Work task: Report each line below that carries the word "every".
Dataset extract Start Marker
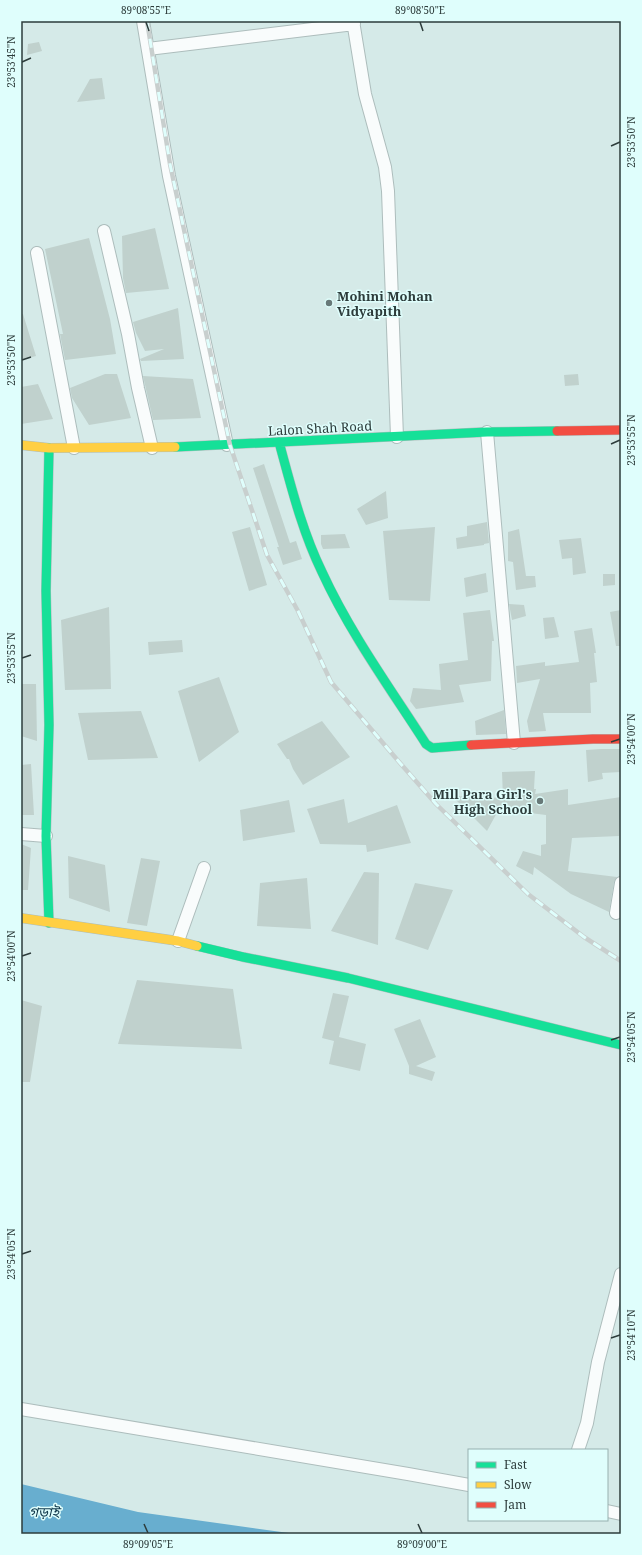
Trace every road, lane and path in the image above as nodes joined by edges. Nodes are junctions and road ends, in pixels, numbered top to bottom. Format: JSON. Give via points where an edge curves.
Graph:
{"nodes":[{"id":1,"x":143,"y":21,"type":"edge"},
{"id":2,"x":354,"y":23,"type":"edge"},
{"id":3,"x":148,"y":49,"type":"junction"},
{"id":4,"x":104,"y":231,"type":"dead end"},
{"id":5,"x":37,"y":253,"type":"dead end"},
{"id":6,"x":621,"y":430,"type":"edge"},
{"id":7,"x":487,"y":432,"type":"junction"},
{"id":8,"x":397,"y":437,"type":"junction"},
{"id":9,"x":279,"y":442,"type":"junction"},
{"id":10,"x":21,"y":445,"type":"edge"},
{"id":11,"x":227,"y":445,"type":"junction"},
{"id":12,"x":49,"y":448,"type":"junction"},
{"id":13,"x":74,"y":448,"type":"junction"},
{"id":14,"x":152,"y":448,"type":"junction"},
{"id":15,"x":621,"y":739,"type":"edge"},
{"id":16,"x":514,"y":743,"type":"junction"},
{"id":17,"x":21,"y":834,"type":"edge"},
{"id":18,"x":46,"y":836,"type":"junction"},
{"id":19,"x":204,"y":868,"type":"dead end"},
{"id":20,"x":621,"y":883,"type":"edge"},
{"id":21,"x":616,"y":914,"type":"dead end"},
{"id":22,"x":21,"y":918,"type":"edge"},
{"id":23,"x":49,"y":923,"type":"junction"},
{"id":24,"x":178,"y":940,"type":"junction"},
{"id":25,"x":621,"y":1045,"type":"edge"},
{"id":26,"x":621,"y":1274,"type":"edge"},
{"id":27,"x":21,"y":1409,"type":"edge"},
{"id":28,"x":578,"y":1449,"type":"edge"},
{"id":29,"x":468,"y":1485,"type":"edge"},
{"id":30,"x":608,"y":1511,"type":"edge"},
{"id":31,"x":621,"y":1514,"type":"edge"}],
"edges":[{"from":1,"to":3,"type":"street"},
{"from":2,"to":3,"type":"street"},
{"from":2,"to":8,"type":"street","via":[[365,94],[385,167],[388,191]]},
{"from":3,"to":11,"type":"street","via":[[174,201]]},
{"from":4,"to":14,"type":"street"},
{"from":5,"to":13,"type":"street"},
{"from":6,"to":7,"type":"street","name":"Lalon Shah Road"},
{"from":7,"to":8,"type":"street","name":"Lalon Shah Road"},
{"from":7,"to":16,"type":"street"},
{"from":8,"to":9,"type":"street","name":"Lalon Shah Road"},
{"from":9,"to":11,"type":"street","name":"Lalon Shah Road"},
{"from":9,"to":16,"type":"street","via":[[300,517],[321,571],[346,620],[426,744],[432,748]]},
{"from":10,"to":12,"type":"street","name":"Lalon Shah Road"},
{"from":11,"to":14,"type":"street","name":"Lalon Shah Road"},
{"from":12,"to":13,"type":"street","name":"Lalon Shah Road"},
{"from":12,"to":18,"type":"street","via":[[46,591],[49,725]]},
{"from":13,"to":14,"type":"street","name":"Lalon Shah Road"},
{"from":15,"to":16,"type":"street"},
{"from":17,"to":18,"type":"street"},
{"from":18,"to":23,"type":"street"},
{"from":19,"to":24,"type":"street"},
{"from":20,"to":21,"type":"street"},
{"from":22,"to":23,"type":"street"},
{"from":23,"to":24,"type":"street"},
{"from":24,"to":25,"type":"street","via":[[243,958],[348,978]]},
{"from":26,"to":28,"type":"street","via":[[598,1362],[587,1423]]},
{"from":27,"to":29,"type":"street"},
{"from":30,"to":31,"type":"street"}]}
Dataset extract End Marker
Dataset extract Start Marker
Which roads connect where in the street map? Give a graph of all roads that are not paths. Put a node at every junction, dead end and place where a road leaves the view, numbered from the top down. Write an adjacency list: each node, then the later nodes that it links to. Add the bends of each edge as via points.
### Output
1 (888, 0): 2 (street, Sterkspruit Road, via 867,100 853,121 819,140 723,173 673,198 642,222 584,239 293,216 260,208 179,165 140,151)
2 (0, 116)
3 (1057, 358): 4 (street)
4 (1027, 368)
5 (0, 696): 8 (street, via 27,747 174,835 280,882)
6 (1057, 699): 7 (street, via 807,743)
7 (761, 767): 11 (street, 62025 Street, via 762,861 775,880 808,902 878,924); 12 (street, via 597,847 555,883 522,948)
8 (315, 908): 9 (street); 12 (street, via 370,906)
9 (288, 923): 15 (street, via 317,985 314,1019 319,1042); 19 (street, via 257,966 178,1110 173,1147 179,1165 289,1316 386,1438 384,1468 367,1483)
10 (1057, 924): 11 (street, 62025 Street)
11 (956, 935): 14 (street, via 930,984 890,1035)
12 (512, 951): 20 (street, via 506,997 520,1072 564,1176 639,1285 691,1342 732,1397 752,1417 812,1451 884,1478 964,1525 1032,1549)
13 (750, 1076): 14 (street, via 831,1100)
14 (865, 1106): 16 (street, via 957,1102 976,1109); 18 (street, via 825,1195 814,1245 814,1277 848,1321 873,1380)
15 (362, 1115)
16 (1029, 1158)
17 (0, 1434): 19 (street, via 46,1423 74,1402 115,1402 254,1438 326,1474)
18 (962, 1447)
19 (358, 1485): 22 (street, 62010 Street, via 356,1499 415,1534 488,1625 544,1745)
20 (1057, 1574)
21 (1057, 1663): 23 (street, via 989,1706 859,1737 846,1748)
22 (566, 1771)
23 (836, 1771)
Dataset extract End Marker
Response to the task:
Trace every road, lane and path in the image above as nodes joined by edges. Nodes are junctions and road ends, in pixels, numbered top to bottom. Format: JSON. Give via points where an edge curves.
Which roads connect where in the street map? Give a graph of all roads that are not paths. Put a node at every junction, dead end and place where a road leaves the view, numbered from the top down. Write an adjacency list: each node, then the later nodes that it links to. Add the bends of each edge as via points.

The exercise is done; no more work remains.